DICEN QUE DIJERON QUE ANDAN DICIENDO QUE…

Margarito López Ramírez

— ¡Échame aguas!, pinche indio –le dijo don Prudencio, desde el interior de la cabina de su enorme camión de doble remolque. ¡Échame aguas! Pero ponte abusado, no le vaya a dar un fregadazo al portón de mi vecino –hablaba en tono imperativo el patrón de Cipriano.
—¿Y qué quieres que te lo haga? –contestó Cipriano que por primera vez fungía como peón o chalán garrotero de su empleador.
— “¡No te pido que me lo hagas”… güey! Te digo que me “eches aguas”.
— Si pues… te lo digo que quieres que lo haga o que te lo diga –refutó a través de su lenguaje con reminiscencias de su tierra natal.

Cipriano, quien rebasaba los cuarenta años de vida, era hombre que, no obstante ser sencillo, a base de esfuerzo y trabajo se había ganado el respeto y admiración de los habitantes del pueblo al que llegó cuando apenas le empezaban a brotar vellos en las axilas.

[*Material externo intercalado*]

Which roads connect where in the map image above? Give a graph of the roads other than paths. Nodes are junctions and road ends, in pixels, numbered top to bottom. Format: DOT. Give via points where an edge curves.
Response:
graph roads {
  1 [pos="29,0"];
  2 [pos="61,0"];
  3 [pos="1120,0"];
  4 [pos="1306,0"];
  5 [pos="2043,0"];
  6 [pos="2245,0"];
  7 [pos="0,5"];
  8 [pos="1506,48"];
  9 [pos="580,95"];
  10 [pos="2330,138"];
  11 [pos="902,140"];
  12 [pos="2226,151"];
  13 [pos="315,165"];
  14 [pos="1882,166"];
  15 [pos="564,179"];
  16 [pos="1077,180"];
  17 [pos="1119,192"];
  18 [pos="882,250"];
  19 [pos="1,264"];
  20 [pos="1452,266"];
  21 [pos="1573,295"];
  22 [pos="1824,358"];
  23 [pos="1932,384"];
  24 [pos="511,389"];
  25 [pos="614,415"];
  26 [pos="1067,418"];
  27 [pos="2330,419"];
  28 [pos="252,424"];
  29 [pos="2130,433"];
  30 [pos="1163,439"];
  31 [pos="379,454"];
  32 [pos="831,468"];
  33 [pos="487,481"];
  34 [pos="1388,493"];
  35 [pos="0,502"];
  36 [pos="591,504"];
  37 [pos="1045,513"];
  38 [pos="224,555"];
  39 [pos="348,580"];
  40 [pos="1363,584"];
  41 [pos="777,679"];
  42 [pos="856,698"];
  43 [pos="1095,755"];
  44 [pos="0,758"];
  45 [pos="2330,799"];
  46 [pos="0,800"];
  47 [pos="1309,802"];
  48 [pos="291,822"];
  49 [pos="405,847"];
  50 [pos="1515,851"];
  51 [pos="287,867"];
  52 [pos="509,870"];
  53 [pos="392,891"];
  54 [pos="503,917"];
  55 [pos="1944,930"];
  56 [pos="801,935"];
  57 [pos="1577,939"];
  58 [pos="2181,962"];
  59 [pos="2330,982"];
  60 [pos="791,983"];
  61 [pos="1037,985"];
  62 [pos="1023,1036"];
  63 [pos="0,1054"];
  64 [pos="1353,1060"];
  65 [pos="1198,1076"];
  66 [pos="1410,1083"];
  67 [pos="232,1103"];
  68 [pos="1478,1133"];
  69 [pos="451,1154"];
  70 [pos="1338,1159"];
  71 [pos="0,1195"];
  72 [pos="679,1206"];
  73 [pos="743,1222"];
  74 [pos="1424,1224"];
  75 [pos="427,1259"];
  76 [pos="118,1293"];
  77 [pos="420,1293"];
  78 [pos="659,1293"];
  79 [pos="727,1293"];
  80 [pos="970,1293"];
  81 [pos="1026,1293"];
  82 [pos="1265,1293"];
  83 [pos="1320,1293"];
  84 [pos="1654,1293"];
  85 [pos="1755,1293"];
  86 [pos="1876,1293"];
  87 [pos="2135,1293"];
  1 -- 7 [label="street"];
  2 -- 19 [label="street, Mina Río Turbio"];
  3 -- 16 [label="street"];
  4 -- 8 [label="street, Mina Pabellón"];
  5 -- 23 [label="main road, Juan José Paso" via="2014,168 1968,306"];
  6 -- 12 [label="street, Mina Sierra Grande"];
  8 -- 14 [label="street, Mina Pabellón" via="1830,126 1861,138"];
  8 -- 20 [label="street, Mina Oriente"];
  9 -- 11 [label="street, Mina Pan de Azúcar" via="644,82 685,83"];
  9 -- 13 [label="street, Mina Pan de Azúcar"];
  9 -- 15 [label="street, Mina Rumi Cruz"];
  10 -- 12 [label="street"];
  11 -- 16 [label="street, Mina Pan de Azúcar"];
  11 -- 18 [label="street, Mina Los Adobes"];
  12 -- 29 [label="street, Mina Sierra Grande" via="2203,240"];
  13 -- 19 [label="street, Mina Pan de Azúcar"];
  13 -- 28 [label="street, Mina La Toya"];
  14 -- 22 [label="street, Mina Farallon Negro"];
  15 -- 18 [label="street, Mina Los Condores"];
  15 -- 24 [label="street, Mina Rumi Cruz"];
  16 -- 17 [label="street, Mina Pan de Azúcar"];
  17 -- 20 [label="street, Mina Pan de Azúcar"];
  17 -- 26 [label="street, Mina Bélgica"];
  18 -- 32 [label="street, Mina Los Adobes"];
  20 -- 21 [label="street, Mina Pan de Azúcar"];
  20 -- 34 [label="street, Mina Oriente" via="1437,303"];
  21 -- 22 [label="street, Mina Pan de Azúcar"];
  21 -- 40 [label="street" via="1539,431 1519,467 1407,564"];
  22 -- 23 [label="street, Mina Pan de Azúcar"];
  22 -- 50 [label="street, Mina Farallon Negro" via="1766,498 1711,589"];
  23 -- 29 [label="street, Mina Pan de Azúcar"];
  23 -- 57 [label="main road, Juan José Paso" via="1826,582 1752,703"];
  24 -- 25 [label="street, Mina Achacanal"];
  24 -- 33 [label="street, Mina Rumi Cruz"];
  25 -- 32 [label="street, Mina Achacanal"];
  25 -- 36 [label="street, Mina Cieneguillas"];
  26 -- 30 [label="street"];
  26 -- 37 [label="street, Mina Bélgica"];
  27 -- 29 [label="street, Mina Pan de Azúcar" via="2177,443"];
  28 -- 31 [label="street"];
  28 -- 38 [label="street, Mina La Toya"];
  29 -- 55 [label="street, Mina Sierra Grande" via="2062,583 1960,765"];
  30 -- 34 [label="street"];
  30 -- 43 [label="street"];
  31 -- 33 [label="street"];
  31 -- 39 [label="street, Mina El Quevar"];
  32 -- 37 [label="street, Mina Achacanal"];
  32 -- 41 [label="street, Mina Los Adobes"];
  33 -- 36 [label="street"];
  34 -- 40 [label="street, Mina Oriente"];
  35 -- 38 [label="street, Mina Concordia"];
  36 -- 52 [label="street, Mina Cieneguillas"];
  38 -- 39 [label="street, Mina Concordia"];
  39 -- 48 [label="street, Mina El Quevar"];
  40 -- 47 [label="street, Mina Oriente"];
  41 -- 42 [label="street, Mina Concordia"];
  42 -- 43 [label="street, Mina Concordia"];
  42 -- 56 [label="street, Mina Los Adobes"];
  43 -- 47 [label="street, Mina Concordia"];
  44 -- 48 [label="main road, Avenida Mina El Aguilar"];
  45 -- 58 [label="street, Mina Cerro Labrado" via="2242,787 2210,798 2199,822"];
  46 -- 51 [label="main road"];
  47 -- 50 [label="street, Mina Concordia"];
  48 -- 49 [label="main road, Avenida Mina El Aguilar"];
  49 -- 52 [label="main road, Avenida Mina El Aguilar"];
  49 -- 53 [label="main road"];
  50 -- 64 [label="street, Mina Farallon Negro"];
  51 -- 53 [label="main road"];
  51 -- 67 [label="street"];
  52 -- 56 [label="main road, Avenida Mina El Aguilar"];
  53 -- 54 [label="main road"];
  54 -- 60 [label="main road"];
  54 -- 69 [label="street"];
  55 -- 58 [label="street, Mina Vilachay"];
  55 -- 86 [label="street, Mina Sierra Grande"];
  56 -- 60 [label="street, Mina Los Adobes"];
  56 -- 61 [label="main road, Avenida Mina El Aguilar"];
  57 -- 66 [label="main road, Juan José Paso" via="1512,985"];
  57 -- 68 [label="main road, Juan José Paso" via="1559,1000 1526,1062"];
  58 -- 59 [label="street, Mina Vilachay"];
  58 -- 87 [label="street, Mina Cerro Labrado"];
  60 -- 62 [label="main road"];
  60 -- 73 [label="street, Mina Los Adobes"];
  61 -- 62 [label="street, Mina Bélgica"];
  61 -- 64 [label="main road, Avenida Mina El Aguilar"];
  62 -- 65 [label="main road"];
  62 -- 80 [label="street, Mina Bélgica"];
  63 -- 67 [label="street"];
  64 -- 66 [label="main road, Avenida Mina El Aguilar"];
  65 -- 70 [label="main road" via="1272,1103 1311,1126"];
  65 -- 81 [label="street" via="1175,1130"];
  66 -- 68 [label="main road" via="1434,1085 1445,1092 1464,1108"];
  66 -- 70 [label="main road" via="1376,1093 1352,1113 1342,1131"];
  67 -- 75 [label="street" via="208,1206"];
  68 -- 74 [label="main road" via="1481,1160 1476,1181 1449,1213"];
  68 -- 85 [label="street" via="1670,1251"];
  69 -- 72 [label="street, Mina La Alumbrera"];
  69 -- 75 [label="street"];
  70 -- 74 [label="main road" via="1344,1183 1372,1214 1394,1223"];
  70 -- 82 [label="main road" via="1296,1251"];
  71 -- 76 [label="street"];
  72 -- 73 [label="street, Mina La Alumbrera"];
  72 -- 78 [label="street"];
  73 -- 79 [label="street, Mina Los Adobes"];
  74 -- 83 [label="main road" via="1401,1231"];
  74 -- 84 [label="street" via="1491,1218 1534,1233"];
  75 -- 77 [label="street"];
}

— ¡Ah...! Cómo serás… ¡Piche indio!... Ve allá atrás del camión y me vas diciendo “vienes, vienes… vienes…” ¡Pero, muévete! ¡Apúrate güey!
— ¡Ora, pues! –dijo por decir, Cipriano. Sus palabras tenían un dejo de molestia por haber escuchado que lo llamaban “güey” y algo más que consideró no merecer.
— ¡A’i te voy! –gritó impaciente, don Prudencio.
— Te lo vienes, Prodencio..., ansina, ansina, te lo vienes, Prodencio... te lo vienes… te lo vienes, te lo vienes –decía Cipriano imprimiendo a sus palabras: desgano e indiferencia.

Repentinamente, don Prudencio sintió que la defensa trasera de su camión desquebrajaba algo. Aunque encolerizado hasta la coronilla, sólo se concretó a observar como su recién empleado, sin prisa alguna avanzaba hacia donde estaba él al tiempo que decía:

— Ya… ya… ya… ya…  ya…, Prodencio... ¡Ya!
— ¡Ya...! ¡Ya...! ¿Ya qué...? ¿Carajo, Cipriano…, hijo…? ¿Ya qué, ya qué? -Don Prudencio reventaba de coraje. Y más se incomodó al  imaginar los destrozos que había ocasionado en el portón de su vecino con quien tenía desencuentros amistosos-. ¿Ya qué, ya qué pinche indio? ¿Ya qué?
— ¡Ya...! ¡Ya...! Ya… –repetía con desenfado Cipriano, como si con esa letanía de expresiones diera cauce a su molestia y se vengara de quien lo había llamado: “güey, pinche indio”, y algo más.
— ¿Ya, ya qué? –preguntó de manera enfática don Prudencio.
— ¡Ya te chingates, Prodencio...! ¡Ya te chingates!

Y, diciendo esto, empezó a caminar a lo largo de la calle llevando intacto su orgullo de indígena pobre, pero libre y recio como el viento que fluye en la Región de su Montaña; se retiró del lugar en su primer día de peón al servicio del hombre más rico del pueblo. Se alejó al tiempo que la gente se arremolinaba en torno a don Prudencio y su vecino con quien sostenía acalorada discusión que, de no intervenir los mirones, como en otras ocasiones terminaría en lo que el vulgo daba en decir: trompiza a puño limpio hasta brotar sangre de las narices.